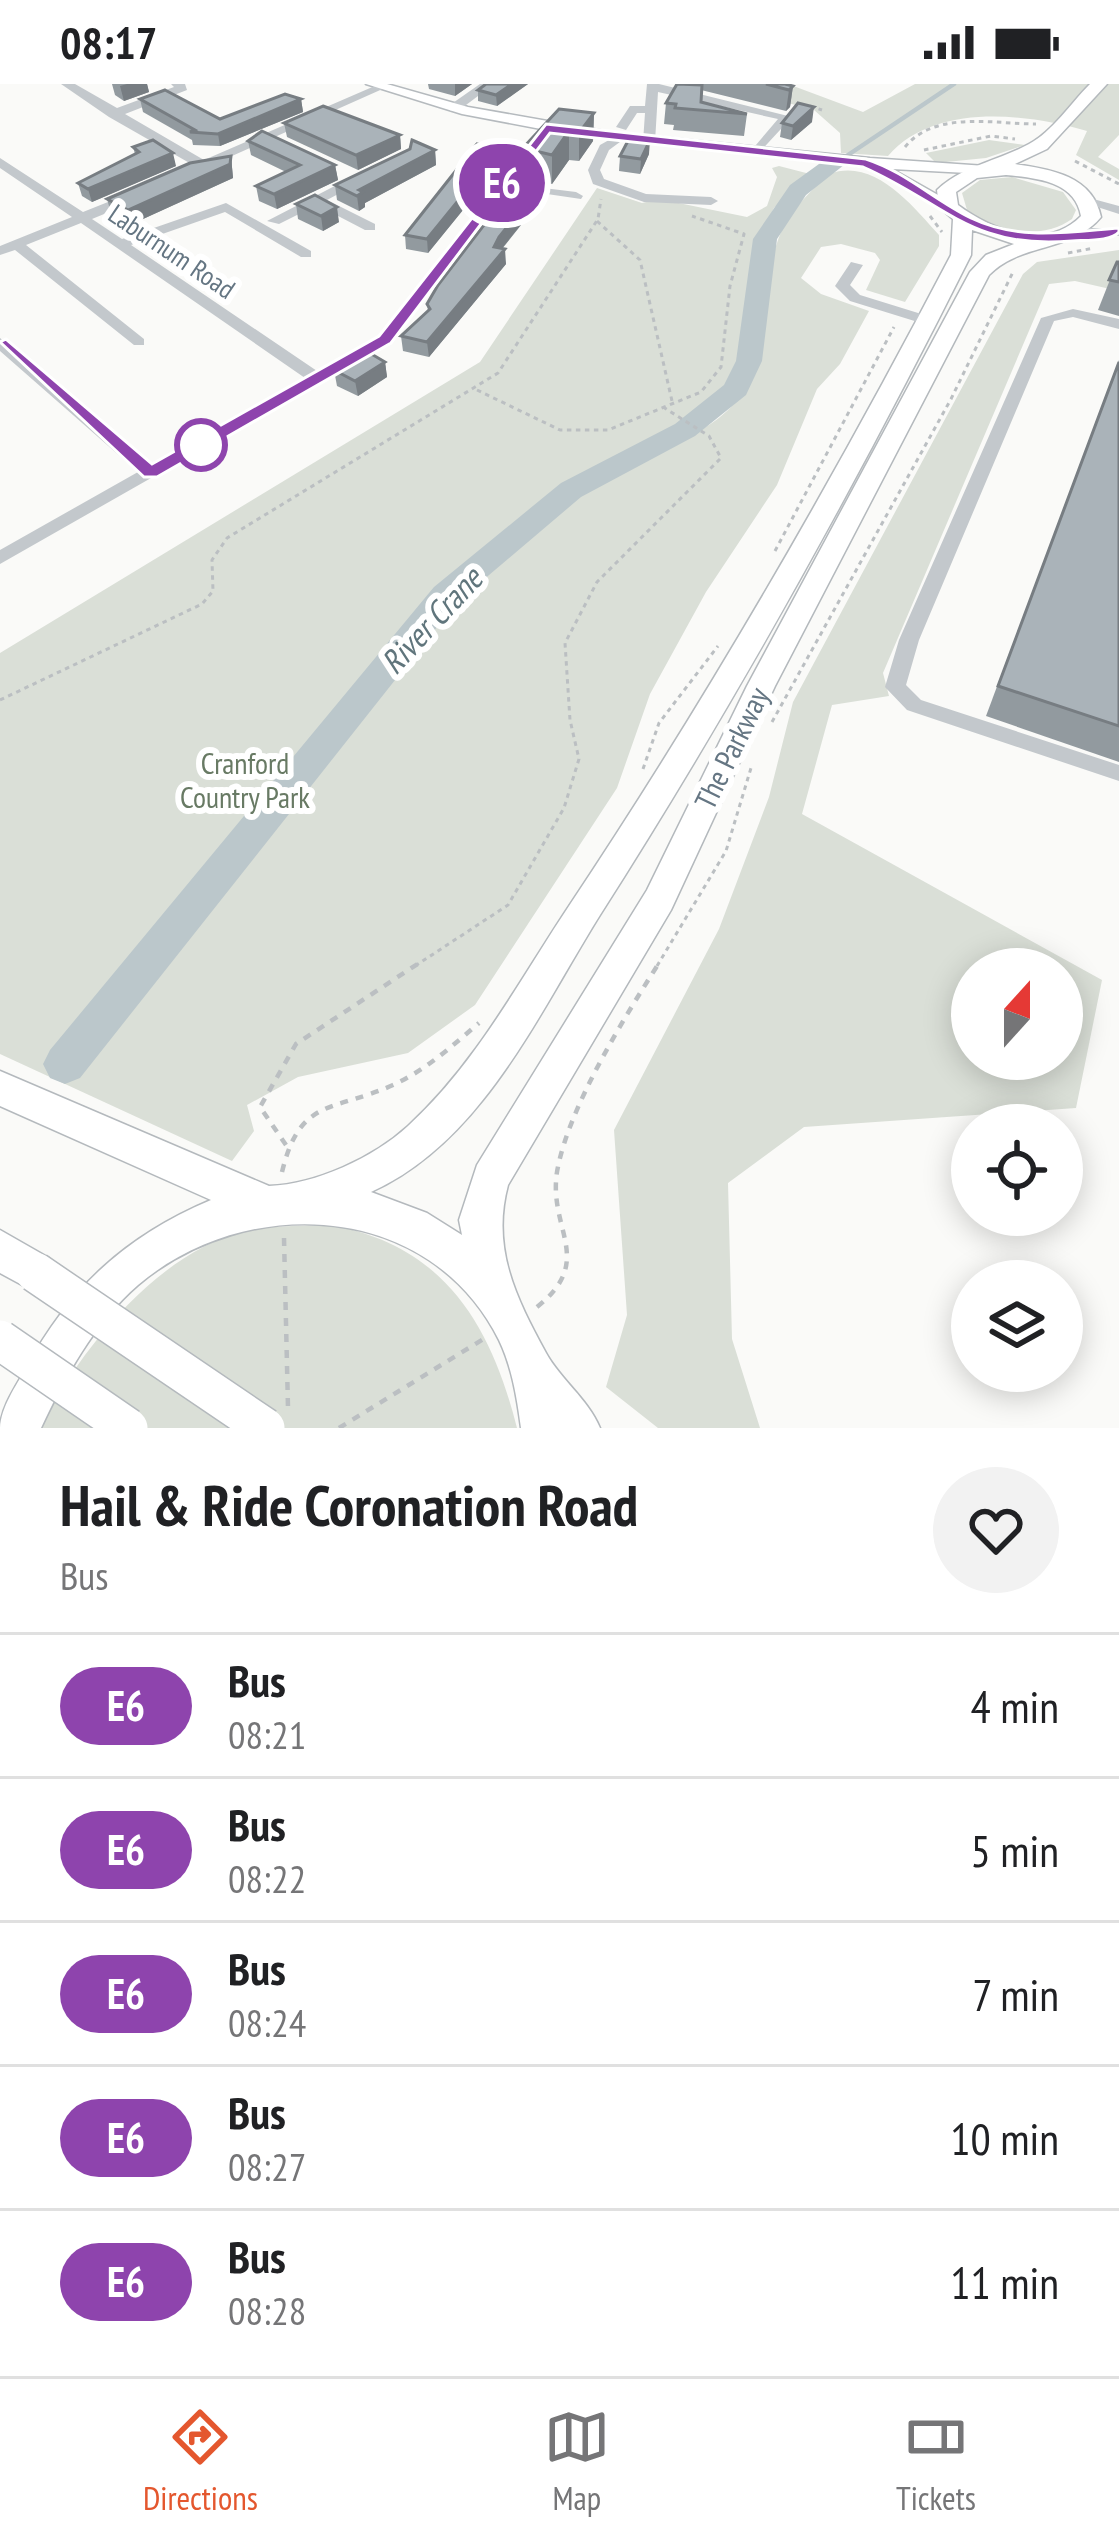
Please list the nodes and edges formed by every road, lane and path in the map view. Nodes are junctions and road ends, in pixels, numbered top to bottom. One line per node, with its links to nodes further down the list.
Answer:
1 (67, 84): 12 (street)
2 (488, 84): 10 (street)
3 (1100, 84): 15 (highway)
4 (377, 85): 10 (main road); 21 (street)
5 (652, 86): 8 (street); 13 (street)
6 (1119, 86): 15 (highway)
7 (188, 91): 12 (street)
8 (714, 99): 14 (street); 19 (street)
9 (803, 104): 11 (path)
10 (454, 108): 18 (main road)
11 (823, 110)
12 (113, 114): 31 (street)
13 (648, 114): 20 (street); 20 (street); 23 (street); 25 (street)
14 (704, 116)
15 (1064, 122): 16 (path); 33 (highway); 40 (highway)
16 (1016, 124): 22 (path); 22 (path)
17 (746, 127): 19 (street)
18 (546, 128): 20 (main road); 38 (street)
19 (768, 133): 27 (street)
20 (614, 134): 23 (main road); 44 (street)
21 (268, 137): 26 (street); 31 (street)
22 (1012, 138): 24 (path)
23 (649, 142): 25 (main road)
24 (1029, 144)
25 (678, 145): 27 (main road)
26 (286, 146)
27 (756, 152): 30 (main road)
28 (1075, 161): 37 (path)
29 (0, 162): 47 (street, Laburnum Road)
30 (866, 163): 33 (main road); 48 (main road)
31 (203, 165): 35 (street)
32 (383, 168): 36 (street)
33 (988, 170): 40 (highway); 48 (highway)
34 (340, 171): 36 (street)
35 (183, 174)
36 (358, 179): 43 (street)
37 (1119, 184)
38 (500, 185): 42 (street); 64 (street)
39 (142, 193): 47 (street)
40 (1083, 194): 45 (street); 55 (highway)
41 (601, 195): 50 (path)
42 (576, 196)
43 (317, 200): 49 (street); 51 (street)
44 (711, 201)
45 (1119, 210)
46 (689, 216): 66 (path)
47 (82, 220): 53 (street); 54 (street, Laburnum Road)
48 (946, 220): 55 (highway); 60 (highway, The Parkway)
49 (274, 221)
50 (596, 221): 65 (path); 66 (path)
51 (370, 226)
52 (1119, 232): 55 (street)
53 (17, 245): 57 (street); 62 (street)
54 (119, 245): 58 (street); 64 (street, Laburnum Road)
55 (1049, 247): 56 (path); 73 (path); 82 (highway, The Parkway)
56 (1094, 248)
57 (0, 251)
58 (305, 254)
59 (856, 265): 60 (street)
60 (912, 319): 70 (path); 80 (highway, The Parkway)
61 (1119, 324): 75 (street)
62 (139, 342)
63 (0, 343): 68 (street)
64 (318, 379): 68 (street)
65 (476, 389): 67 (path); 72 (path)
66 (672, 403): 67 (path)
67 (663, 407): 79 (path)
68 (150, 473): 69 (street)
69 (0, 558)
70 (767, 564)
71 (727, 637): 76 (path, The Parkway)
72 (0, 700)
73 (766, 731)
74 (753, 758): 83 (path, The Parkway)
75 (1119, 773)
76 (641, 774)
77 (490, 1011): 79 (path)
78 (0, 1088): 80 (highway)
79 (287, 1148): 80 (path)
80 (282, 1201): 82 (highway); 87 (highway, The Parkway); 90 (path)
81 (17, 1261): 89 (highway, bridge)
82 (492, 1292): 86 (highway)
83 (533, 1309)
84 (485, 1338): 91 (path)
85 (0, 1340): 88 (highway, bridge)
86 (534, 1370): 92 (highway); 93 (highway)
87 (18, 1428)
88 (128, 1428)
89 (265, 1428)
90 (289, 1428)
91 (339, 1428)
92 (543, 1428)
93 (578, 1428)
┄┄┄┄┄┄┄┄┄┄┄┄┄┄┄┄┄┄┄┄
Work item:
Copy all of the records verbatim, omitting the pictures.

Solution:
Please list the nodes and edges formed by every road, lane and path in the map view. Nodes are junctions and road ends, in pixels, numbered top to bottom. One line per node, with its links to nodes further down the list.
Answer:
1 (67, 84): 12 (street)
2 (488, 84): 10 (street)
3 (1100, 84): 15 (highway)
4 (377, 85): 10 (main road); 21 (street)
5 (652, 86): 8 (street); 13 (street)
6 (1119, 86): 15 (highway)
7 (188, 91): 12 (street)
8 (714, 99): 14 (street); 19 (street)
9 (803, 104): 11 (path)
10 (454, 108): 18 (main road)
11 (823, 110)
12 (113, 114): 31 (street)
13 (648, 114): 20 (street); 20 (street); 23 (street); 25 (street)
14 (704, 116)
15 (1064, 122): 16 (path); 33 (highway); 40 (highway)
16 (1016, 124): 22 (path); 22 (path)
17 (746, 127): 19 (street)
18 (546, 128): 20 (main road); 38 (street)
19 (768, 133): 27 (street)
20 (614, 134): 23 (main road); 44 (street)
21 (268, 137): 26 (street); 31 (street)
22 (1012, 138): 24 (path)
23 (649, 142): 25 (main road)
24 (1029, 144)
25 (678, 145): 27 (main road)
26 (286, 146)
27 (756, 152): 30 (main road)
28 (1075, 161): 37 (path)
29 (0, 162): 47 (street, Laburnum Road)
30 (866, 163): 33 (main road); 48 (main road)
31 (203, 165): 35 (street)
32 (383, 168): 36 (street)
33 (988, 170): 40 (highway); 48 (highway)
34 (340, 171): 36 (street)
35 (183, 174)
36 (358, 179): 43 (street)
37 (1119, 184)
38 (500, 185): 42 (street); 64 (street)
39 (142, 193): 47 (street)
40 (1083, 194): 45 (street); 55 (highway)
41 (601, 195): 50 (path)
42 (576, 196)
43 (317, 200): 49 (street); 51 (street)
44 (711, 201)
45 (1119, 210)
46 (689, 216): 66 (path)
47 (82, 220): 53 (street); 54 (street, Laburnum Road)
48 (946, 220): 55 (highway); 60 (highway, The Parkway)
49 (274, 221)
50 (596, 221): 65 (path); 66 (path)
51 (370, 226)
52 (1119, 232): 55 (street)
53 (17, 245): 57 (street); 62 (street)
54 (119, 245): 58 (street); 64 (street, Laburnum Road)
55 (1049, 247): 56 (path); 73 (path); 82 (highway, The Parkway)
56 (1094, 248)
57 (0, 251)
58 (305, 254)
59 (856, 265): 60 (street)
60 (912, 319): 70 (path); 80 (highway, The Parkway)
61 (1119, 324): 75 (street)
62 (139, 342)
63 (0, 343): 68 (street)
64 (318, 379): 68 (street)
65 (476, 389): 67 (path); 72 (path)
66 (672, 403): 67 (path)
67 (663, 407): 79 (path)
68 (150, 473): 69 (street)
69 (0, 558)
70 (767, 564)
71 (727, 637): 76 (path, The Parkway)
72 (0, 700)
73 (766, 731)
74 (753, 758): 83 (path, The Parkway)
75 (1119, 773)
76 (641, 774)
77 (490, 1011): 79 (path)
78 (0, 1088): 80 (highway)
79 (287, 1148): 80 (path)
80 (282, 1201): 82 (highway); 87 (highway, The Parkway); 90 (path)
81 (17, 1261): 89 (highway, bridge)
82 (492, 1292): 86 (highway)
83 (533, 1309)
84 (485, 1338): 91 (path)
85 (0, 1340): 88 (highway, bridge)
86 (534, 1370): 92 (highway); 93 (highway)
87 (18, 1428)
88 (128, 1428)
89 (265, 1428)
90 (289, 1428)
91 (339, 1428)
92 (543, 1428)
93 (578, 1428)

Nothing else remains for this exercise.